Geraint Harvey, Daniel Wintersberger, Peter Turnbull via The ConversationUK |The coronavirus pandemic has been especially cruel to the aviation industry. COVID-19 had an immediate and severe impact on aviation that is unlike any other shock in the industry’s history. Whereas the 9/11 terrorist attack on the twin towers undermined confidence and disrupted passenger flights and the financial crisis was hard on airlines, neither of these events come close to the damage inflicted on airlines from global lockdowns.
When airlines don’t fly, they incur heavy losses. The health of the passenger airline industry is measured in revenue passenger kilometres (RPK). This represents the number of kilometres travelled by paying passengers. As data presented by the International Civil Aviation Organisation show, passenger traffic drops sharply after a crisis, but it usually only takes a couple of years before there is significant growth.
While the losses of airlines worldwide stood at US$26.1 billion (£20.5 billion) in 2008, the following year losses were just US$4.6 billion and in 2010 the airline industry was back in the black with net profits of US$17.3 billion. Predictions for 2020 and 2021 follow a similar but more severe pattern of minus US$84 billion and minus US$15 billion, respectively.
Bearing the brunt
Perhaps unsurprisingly, several airlines have announced sizeable redundancy programmes as a result. British Airways says it plans to make up to 12,000 staff redundant and reduce the terms and conditions of 30,000 others. Meanwhile easyJet announced cuts of 4,500 jobs in June and Ryanair of 3,000 in May.
Asking the workforce to bear the brunt of falling demand may save the airline in the short-run but it will hurt relationships in the long-run. In fact, relationships have soured already as job cuts come on the back of very healthy pre-tax profits in 2019. IAG, the parent company of British Airways, posted pre-tax results of £2.6 billion, easyJet £0.4 billion, and Ryanair £0.9 billion.
Terms and conditions of employment in the airline industry in Europe have deteriorated in recent years. This has been the result of intensified competition within Europe’s single market for aviation services, most notably as a result of the increasing market share of low-cost airlines such as Ryanair, easyJet and Wizz.
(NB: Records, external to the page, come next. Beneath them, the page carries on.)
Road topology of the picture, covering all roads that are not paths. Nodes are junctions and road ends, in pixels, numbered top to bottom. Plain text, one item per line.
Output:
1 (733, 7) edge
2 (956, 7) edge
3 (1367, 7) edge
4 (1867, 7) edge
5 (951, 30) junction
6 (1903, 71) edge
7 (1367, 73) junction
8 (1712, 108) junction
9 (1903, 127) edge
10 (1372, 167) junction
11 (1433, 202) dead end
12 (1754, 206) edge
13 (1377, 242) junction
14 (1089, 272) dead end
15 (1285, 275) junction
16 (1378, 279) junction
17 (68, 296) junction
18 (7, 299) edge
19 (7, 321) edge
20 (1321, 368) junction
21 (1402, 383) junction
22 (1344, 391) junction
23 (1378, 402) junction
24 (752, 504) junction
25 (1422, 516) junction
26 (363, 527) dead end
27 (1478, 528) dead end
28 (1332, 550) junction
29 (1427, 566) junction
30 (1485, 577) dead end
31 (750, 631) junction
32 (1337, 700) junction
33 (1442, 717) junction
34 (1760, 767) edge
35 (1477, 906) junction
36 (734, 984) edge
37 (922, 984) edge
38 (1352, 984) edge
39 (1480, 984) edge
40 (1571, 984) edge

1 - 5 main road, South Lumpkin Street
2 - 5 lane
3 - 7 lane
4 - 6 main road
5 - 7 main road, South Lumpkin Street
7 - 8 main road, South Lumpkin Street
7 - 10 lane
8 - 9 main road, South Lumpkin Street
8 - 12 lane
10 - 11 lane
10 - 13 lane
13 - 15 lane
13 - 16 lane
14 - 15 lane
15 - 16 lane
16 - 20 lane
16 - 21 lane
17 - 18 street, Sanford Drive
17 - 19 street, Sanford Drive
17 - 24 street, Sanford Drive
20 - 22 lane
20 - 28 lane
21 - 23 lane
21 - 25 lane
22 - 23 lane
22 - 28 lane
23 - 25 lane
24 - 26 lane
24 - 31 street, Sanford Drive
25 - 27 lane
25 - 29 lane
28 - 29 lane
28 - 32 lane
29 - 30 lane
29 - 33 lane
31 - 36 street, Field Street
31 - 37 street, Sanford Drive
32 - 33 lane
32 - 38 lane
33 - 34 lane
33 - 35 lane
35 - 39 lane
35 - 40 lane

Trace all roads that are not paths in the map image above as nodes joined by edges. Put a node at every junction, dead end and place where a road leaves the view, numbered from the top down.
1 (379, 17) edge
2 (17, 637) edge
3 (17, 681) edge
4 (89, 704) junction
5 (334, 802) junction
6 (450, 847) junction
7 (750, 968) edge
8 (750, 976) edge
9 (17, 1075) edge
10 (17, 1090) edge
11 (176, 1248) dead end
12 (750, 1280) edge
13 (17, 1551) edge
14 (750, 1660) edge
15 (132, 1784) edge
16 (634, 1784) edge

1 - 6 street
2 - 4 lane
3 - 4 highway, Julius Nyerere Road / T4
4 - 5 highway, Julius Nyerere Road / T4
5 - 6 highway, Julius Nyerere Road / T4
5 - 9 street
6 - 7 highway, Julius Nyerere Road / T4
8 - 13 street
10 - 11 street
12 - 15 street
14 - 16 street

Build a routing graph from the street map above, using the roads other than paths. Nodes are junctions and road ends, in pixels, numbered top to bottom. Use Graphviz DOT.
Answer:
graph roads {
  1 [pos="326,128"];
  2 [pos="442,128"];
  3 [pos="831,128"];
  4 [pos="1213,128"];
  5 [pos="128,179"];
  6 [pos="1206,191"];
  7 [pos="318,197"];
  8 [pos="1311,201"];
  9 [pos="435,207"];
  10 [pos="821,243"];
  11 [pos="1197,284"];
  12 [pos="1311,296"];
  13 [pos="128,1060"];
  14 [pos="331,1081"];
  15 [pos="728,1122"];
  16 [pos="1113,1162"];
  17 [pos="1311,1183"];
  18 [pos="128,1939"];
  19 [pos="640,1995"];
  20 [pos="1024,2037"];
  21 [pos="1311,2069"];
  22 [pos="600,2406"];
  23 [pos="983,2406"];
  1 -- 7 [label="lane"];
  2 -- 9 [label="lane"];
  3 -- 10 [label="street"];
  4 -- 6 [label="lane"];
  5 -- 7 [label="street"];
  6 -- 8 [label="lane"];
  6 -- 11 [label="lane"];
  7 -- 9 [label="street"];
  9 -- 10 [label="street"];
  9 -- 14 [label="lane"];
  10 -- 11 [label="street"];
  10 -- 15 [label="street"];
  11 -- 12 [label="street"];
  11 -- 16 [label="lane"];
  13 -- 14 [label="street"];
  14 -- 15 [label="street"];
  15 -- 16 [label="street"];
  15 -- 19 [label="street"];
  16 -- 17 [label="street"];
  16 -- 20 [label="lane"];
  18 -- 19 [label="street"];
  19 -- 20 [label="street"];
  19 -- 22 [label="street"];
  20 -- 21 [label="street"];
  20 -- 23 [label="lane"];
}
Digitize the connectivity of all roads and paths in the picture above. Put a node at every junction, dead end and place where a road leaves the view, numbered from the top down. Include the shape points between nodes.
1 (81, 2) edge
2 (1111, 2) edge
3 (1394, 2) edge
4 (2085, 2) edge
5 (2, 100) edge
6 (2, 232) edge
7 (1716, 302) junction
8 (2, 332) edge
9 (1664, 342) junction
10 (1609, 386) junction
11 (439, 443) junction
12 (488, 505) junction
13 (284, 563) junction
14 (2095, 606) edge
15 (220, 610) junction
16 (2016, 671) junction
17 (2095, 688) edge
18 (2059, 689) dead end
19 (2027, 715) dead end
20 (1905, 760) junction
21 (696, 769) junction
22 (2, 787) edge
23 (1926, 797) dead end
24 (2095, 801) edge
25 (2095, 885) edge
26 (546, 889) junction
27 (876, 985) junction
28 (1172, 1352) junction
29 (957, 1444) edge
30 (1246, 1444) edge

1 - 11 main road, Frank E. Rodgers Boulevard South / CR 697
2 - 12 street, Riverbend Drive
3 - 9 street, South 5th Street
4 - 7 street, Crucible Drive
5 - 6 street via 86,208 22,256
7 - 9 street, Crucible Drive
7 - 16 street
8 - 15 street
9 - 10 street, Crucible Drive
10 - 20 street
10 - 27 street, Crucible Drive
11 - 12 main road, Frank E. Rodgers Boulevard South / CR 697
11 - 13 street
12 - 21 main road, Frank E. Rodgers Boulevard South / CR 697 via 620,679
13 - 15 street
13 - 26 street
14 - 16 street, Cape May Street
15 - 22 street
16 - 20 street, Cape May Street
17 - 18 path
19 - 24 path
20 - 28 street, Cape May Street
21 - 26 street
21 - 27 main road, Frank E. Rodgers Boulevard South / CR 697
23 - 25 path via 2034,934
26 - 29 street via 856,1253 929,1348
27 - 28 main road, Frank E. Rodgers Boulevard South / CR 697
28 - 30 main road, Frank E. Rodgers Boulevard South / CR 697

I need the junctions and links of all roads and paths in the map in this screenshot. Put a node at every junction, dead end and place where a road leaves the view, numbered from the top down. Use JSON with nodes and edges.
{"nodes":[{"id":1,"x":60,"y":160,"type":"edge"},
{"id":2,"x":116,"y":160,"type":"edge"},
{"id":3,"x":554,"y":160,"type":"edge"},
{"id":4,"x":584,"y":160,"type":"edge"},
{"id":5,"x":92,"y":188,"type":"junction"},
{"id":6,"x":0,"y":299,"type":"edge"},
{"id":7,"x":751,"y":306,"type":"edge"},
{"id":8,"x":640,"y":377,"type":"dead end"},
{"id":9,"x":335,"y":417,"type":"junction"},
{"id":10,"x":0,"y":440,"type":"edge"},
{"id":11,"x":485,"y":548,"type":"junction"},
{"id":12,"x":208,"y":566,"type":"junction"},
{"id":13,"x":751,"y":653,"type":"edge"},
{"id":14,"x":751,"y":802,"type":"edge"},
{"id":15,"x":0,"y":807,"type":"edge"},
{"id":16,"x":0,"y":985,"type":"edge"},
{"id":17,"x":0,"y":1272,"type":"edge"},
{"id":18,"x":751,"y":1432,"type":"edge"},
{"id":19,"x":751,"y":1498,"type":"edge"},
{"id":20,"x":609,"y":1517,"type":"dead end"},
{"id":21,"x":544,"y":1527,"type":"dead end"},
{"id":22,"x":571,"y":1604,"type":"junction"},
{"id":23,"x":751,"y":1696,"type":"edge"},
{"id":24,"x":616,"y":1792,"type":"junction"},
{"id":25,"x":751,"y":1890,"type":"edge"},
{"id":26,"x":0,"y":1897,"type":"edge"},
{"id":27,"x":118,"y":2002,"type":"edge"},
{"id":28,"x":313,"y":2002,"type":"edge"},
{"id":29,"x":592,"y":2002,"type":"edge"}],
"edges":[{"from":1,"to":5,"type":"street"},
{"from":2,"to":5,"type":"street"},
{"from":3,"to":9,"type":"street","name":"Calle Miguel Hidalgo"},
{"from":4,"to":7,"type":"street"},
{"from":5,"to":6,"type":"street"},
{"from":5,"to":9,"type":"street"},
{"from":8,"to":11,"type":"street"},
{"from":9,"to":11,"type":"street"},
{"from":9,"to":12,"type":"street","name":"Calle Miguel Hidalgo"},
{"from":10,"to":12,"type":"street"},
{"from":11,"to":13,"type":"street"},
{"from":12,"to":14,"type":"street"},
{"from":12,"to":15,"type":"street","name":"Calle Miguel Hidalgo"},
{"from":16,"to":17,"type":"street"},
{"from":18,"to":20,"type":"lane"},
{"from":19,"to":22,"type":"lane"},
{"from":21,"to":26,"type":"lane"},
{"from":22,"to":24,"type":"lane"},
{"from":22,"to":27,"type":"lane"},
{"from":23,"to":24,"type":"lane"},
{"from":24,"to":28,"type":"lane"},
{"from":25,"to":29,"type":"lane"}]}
As labour represents one of the few variable cost that airlines have immediate control over – unlike fuel, aircraft, landing charges and the like – many, but by no means all, tend to move quickly to reduce these costs in the event of a sudden downturn. This was certainly the case after 9/11 and the financial crisis.
Airlines regard this as good business, especially when they can either hire new staff on inferior terms and conditions or fire and rehire the same staff on lower terms and conditions, without incurring training costs. Trade unions regard this as simple opportunism: in the eyes of aviation unions and aircrew, job cuts not only constitute a cynical (short-term) policy to cut labour costs but a longer term strategy to further undermine terms and conditions of employment.
The new redundancy plans may not come to fruition. They might be used instead to browbeat staff and secure further concessions from them, as has happened in the past. Pilots at Ryanair, for example, recently voted in favour of a 20% pay cut in order to save 260 pilot jobs at the airline, which were part of the cuts it announced in May. The pilots have negotiated that pay will be restored to pre-COVID-19 levels within four years (which would still constitute a pay cut due to inflation).
There is an alternative
Previous crises show that there are viable alternatives to job cuts. Following the 2008 financial crisis airlines like Southwest adopted a wider range of measures including work-sharing, temporary pay cuts and furlough. As a result, they were less likely to experience industrial strife and the business recovered more quickly.
Airline staff today are certainly willing to negotiate alternatives, as demonstrated at Ryanair. COVID-19 might hit harder and last longer than previous crises, but the industry will not disappear. Indeed, the majority of participants in a recent poll of aviation professionals predicted a return to 2019 levels of revenue within three years.
The big question is what the recovery will look like for the workforce. Will the European aviation sector continue to offer decent work for the 2 million people who currently work in it, or will jobs in this sector go the same way as precarious gig work, which now characterises so many other sectors of the economy?